During the 2016 election cycle, presumptive Republican presidential nominee Donald Trump has regularly questioned the background of Massachusetts Sen. Elizabeth Warren, who has said she has Native American heritage. But he's certainly not the first political opponent to question the progressive lawmaker's background.

At a North Dakota press conference Thursday, Trump lobbed his latest insult at Warren, sarcastically calling her "Pocahontas." In March, he called Warren "the Indian" after the senator went on a Twitter rant about the bombastic billionaire. 

Trump has rekindled a line of attack against Warren that began in 2012 when she was running against then-Republican Sen. Scott Brown. He openly questioned Warren's claims to Native American ancestry, saying she used it for a career boost.

Warren's claims to a Native American background first came up years before, when she was teaching at Harvard Law School. "In late April, the Boston Herald reported that in the 1990s, Harvard Law School — where Warren began teaching in 1992 and was granted tenure in 1995 — touted the Democrat’s Native American background as part of an effort to boost its diversity hiring record. Warren’s campaign said she didn’t bring up her heritage before Harvard hired her and that her background came out through later conversations," the Washington Post wrote in 2012.

Warren was listed as a minority professor at Harvard and at some point informed the University of Pennsylvania she was Native American while working there, as well. But in an application to Rutgers Law School in New Jersey she reportedly did not apply as a minority student, and she listed herself as "white" while teaching at the University of Texas.  

Brown in 2012 pressed for documentation proving Warren's background during the 2012 race, but Warren never provided any. The senator is reportedly 1/32 Cherokee, but that would not qualify her to be a member of the tribe, according to Yahoo News. Warren has in the past talked about family stories to defend her Native American heritage and at one point referenced "high cheekbones" in a somewhat convoluted answer. 

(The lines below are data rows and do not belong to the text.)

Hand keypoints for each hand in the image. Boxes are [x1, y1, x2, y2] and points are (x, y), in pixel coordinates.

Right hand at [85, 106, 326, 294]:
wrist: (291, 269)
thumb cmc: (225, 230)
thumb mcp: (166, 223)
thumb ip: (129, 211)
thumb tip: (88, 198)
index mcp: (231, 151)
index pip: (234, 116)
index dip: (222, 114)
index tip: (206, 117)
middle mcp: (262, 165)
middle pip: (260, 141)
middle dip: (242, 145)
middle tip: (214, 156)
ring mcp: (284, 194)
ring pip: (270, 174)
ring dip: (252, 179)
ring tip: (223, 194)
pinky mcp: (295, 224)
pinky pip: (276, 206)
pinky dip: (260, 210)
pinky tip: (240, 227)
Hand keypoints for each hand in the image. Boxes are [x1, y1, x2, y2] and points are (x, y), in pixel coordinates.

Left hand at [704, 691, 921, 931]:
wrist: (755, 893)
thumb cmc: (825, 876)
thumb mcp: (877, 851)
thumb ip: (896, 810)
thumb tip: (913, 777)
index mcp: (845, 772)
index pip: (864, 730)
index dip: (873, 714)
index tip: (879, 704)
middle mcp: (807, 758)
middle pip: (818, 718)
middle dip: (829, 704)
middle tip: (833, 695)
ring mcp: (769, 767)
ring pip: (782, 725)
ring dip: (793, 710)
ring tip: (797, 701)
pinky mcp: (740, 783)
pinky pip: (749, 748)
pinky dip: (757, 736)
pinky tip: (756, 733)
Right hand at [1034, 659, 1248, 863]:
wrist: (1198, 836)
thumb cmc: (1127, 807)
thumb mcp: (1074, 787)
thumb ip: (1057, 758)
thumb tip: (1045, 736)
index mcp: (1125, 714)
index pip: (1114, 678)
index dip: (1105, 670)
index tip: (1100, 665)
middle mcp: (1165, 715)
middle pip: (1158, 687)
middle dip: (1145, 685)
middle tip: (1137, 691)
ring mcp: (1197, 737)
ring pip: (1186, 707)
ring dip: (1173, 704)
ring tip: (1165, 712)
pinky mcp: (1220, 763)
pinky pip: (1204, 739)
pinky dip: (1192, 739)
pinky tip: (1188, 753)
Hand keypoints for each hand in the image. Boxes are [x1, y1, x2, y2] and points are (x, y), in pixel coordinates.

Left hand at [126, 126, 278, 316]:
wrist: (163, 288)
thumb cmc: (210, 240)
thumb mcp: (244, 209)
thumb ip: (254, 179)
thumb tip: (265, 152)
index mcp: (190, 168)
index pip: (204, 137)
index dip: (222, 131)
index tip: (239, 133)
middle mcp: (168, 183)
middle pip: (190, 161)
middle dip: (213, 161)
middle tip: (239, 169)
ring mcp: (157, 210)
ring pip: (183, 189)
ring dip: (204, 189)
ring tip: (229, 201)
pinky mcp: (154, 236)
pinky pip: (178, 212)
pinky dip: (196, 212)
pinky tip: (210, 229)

"I have lived in a family that has talked about Native America, talked about tribes, since I’ve been a little girl," she said in 2012, according to the Washington Post. "I still have a picture on my mantle at home, and it’s a picture of my mother’s dad, a picture of my grandfather. And my Aunt Bee has walked by that picture at least a thousand times, remarked that her father, my Pappa, had high cheekbones, like all of the Indians do, because that’s how she saw it. And your mother got those same great cheekbones, and I didn’t."

Trump brought up that high-cheekbone reference Thursday in North Dakota. "'Well, I have high cheekbones. You see I have high cheekbones, so I'm a Native American,'" he said, seeming to mock Warren. "I don't know if you would call it a fraud or not, but she was able to get into various schools because she applied as a Native American. I think she's as Native American as I am, OK? That I will tell you."

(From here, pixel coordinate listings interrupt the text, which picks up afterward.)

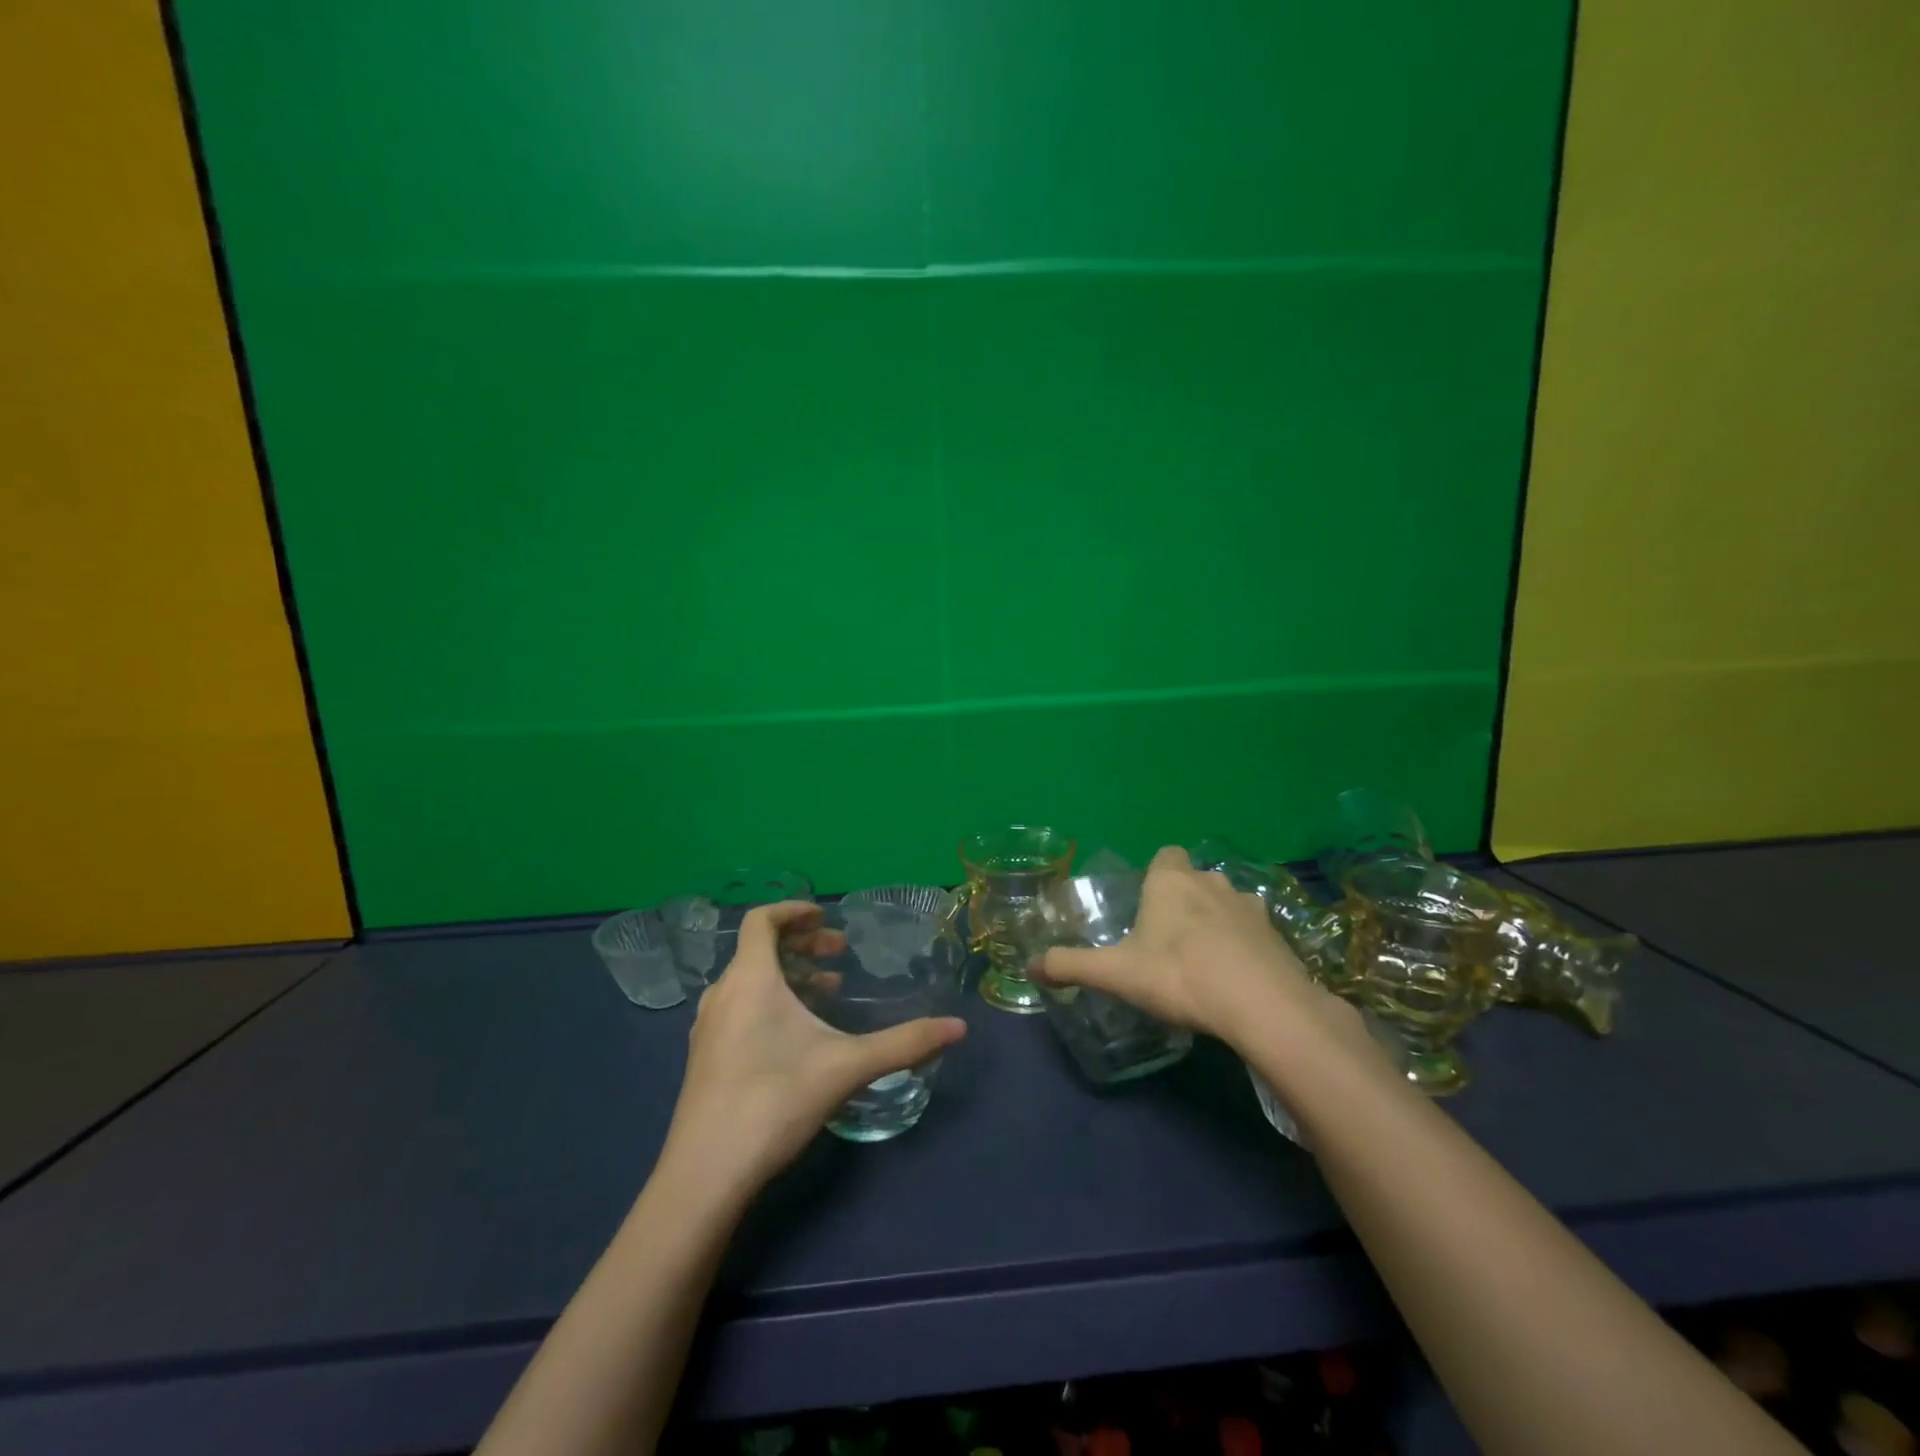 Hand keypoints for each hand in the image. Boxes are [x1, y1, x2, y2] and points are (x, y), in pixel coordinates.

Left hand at [663, 902, 966, 1191]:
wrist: (705, 1175)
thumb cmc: (774, 1101)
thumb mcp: (847, 1066)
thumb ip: (904, 1043)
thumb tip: (959, 1028)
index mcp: (750, 979)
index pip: (761, 920)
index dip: (793, 910)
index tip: (826, 917)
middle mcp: (722, 994)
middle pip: (758, 949)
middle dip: (801, 944)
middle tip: (839, 955)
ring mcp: (707, 1028)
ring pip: (749, 980)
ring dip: (787, 974)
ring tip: (825, 991)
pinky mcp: (704, 1058)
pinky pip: (738, 1007)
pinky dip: (769, 1001)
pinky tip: (795, 1036)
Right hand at [1037, 845, 1357, 1052]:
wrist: (1261, 1004)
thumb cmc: (1178, 975)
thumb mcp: (1115, 973)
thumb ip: (1071, 965)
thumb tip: (1030, 965)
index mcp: (1170, 881)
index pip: (1165, 854)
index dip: (1156, 874)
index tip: (1147, 905)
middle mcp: (1210, 882)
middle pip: (1194, 879)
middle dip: (1183, 900)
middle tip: (1167, 939)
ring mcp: (1249, 906)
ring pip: (1226, 902)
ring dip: (1216, 920)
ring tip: (1203, 959)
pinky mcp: (1277, 934)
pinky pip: (1254, 930)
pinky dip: (1244, 945)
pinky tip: (1236, 976)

While Warren's background has long been a point of contention, the Atlantic talked with a genealogist who pointed out in 2012 that people with Cherokee heritage can look like Warren. The piece read, in part: "None of this is to say that a Cherokee citizen couldn't look like Warren. Though it confounds many people's expectations, the Cherokee Nation considers being Cherokee as much an ethnicity as anything racial, and given the tribe's centurieslong history of intermarriage there are many Cherokee citizens today who do not look stereotypically Native American. As well, 'there are a lot of folks who are legitimately Cherokee who are not eligible for citizenship,' said Krehbiel-Burton, because, for example, their ancestors lived in distant states or territories when the rolls were drawn up or because they are direct descendants of people left off the rolls for other reasons."